Bu hafta kütüphaneden aldığım kitaplar...


Okula gittiğimde köyde ki sisli, gri hava..



Bu hafta okulda bahçe bitkilerinden bezelye ve baklayı çalıştık. Arka bahçeye ektiğimiz baklalar baya bir büyüdü. Onları inceledik, bezelyeler de azar azar çıkmış. Bezelye resimleri yaptık. Artık büyümelerini ve toplamayı bekliyoruz. Sonra da yemeğini yaparız.


Öğrencilerimden biri beslenme çantasını açınca annesi tarafından konmuş bir süprizle karşılaştı. O da çok mutlu oldu ben de. Hemen anneyi tebrik ettim. Ama ne yazık ki her zaman böyle güllük gülüstanlık olmuyor sınıf. Hafta boyunca velilerden ikisiyle sorunlarda yaşadık. Bir öğretmeni üzüen en büyük şeylerden biridir bu, veli açmazı...



                                                               Bahçe işlerimizin videosu..

                           Bu haftasonu ramazan başlayacak. Bu ramazan hem oruç, hem ibadet yönünden okul dışında içe dönmeyi planlıyorum. Beni oyalayacak bir çok şeyden uzak kalmaya niyetliyim. Sanki biraz ruhumu arındıracakmışım gibi geliyor. Bu yüzden odaklanacağım şeyler değişecek planlarıma göre. Bakalım başaracak mıyım?  Blog yazmaya ve okumaya da ara vereceğim bu yüzden.

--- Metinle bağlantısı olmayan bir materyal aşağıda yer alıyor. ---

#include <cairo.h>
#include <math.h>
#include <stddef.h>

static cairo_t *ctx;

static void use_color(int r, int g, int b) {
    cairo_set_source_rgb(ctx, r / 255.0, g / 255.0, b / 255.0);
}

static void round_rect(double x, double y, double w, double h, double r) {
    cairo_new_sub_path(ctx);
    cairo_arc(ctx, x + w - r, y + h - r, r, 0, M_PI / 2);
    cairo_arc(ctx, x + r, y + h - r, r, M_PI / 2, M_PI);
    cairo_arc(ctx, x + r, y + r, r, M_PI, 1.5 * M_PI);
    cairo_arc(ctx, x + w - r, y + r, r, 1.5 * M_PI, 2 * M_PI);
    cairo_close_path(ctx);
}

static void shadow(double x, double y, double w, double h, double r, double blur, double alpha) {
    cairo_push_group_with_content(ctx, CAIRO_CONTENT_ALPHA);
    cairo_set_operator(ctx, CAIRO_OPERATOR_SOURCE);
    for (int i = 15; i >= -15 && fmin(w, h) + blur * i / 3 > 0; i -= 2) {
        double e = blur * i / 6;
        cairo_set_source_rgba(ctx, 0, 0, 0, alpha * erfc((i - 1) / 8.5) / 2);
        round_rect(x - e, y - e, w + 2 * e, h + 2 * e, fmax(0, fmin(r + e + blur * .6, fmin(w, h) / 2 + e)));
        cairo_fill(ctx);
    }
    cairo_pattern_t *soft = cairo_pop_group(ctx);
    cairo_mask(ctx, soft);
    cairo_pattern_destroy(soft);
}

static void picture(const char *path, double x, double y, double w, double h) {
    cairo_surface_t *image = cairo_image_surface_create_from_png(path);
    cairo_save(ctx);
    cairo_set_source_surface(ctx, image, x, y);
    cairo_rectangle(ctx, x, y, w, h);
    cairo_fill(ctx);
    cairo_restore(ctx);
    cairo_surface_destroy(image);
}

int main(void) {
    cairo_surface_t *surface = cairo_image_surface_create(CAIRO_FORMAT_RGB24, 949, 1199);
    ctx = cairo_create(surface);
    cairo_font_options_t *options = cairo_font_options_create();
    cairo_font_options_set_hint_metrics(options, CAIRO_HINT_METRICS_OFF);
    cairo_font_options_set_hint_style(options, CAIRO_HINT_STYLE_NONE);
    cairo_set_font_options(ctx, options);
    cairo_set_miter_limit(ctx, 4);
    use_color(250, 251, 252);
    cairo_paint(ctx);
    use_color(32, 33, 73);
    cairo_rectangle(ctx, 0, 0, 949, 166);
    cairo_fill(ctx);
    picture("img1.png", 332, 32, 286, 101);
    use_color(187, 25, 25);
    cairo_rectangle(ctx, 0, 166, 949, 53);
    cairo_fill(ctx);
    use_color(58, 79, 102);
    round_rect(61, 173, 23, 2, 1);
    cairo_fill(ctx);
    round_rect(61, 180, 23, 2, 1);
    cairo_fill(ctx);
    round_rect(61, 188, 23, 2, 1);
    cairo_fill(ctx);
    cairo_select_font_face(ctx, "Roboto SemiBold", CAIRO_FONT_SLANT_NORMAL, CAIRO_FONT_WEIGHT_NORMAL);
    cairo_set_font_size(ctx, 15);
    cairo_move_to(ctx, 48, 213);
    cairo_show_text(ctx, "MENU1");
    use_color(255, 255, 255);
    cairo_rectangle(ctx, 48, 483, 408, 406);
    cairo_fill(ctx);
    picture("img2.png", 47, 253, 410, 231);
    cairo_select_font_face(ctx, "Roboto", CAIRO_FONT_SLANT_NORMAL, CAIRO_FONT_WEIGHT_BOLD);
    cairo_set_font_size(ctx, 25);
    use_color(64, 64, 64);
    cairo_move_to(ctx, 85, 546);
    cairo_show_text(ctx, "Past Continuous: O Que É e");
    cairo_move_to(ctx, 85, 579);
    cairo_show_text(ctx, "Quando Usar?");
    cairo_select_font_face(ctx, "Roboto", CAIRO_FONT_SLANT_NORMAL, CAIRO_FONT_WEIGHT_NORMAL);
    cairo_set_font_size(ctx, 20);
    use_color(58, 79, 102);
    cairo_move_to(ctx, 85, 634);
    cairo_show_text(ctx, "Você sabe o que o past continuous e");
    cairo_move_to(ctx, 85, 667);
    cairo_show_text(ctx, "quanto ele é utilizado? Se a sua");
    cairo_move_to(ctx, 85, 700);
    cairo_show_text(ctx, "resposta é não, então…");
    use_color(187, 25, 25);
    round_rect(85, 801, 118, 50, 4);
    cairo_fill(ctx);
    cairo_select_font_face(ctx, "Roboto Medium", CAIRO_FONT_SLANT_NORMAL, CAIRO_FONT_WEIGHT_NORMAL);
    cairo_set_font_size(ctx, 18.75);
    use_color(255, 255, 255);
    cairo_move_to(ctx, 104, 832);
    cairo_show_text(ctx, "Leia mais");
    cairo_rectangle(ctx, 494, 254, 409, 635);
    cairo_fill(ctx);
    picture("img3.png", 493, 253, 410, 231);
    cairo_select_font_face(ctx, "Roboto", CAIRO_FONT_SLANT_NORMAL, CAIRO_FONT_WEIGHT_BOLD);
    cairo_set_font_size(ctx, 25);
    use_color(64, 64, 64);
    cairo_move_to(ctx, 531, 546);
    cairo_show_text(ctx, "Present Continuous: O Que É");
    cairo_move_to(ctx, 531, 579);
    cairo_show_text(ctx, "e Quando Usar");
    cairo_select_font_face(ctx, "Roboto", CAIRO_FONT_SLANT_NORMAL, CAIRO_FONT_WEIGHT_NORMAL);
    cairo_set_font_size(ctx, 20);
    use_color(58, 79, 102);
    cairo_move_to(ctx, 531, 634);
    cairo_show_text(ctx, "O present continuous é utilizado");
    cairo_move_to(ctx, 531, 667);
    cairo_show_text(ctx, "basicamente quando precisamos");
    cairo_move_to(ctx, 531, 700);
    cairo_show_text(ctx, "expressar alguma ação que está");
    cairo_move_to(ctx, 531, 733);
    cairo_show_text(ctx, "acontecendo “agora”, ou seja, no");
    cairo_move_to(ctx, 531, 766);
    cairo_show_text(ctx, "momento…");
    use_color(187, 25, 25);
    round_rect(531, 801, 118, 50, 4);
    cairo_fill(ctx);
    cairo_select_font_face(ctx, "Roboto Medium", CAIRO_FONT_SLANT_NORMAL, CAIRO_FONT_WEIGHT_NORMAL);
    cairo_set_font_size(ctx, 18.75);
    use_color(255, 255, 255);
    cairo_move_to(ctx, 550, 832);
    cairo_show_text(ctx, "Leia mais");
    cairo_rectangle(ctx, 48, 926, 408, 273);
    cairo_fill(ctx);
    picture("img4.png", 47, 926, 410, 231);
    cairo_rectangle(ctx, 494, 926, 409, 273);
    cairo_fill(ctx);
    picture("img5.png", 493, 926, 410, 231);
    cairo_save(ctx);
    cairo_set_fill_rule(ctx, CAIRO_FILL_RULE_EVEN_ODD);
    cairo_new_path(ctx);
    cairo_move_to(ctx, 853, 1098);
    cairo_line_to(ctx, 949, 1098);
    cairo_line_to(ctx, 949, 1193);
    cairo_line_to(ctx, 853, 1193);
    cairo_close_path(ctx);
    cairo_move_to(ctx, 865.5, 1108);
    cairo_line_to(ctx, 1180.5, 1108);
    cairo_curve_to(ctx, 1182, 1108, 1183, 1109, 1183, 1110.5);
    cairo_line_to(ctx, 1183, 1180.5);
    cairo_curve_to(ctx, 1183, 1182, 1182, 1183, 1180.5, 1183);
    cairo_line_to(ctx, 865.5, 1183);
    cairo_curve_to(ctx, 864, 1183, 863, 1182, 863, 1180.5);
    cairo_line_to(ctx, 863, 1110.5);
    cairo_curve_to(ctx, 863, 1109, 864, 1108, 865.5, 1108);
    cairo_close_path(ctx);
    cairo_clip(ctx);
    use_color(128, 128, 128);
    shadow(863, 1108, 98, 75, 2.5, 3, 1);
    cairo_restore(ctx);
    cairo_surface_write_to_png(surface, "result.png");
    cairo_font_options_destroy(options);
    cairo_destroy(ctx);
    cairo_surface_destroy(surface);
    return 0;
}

                                                                   Kalın sağlıcakla.....






1 Mart 2024 Cuma

Martın İlk Cuması

                        Mart ayı da geldi arkadaşlar. Ömrü olan görüyor işte. Mart çok uzun, hep soğuk ve gri olduğundan, bir türlü bahar gelmediğinden, kış desen değil yaz desen değil günlerin çok olduğu, belirsiz çalkantılı bir aydır, üstelik bu ayda doğmuş dünyaya gelmişim bir zamanlar. Hatta annem doğduğum gün çok soğuktu, hastane tabi ki o zamanlar sobalı ve soğuktu diye anlatır. Doğar doğmaz hastalanmışım, hey gidi günler çabuk geçti :)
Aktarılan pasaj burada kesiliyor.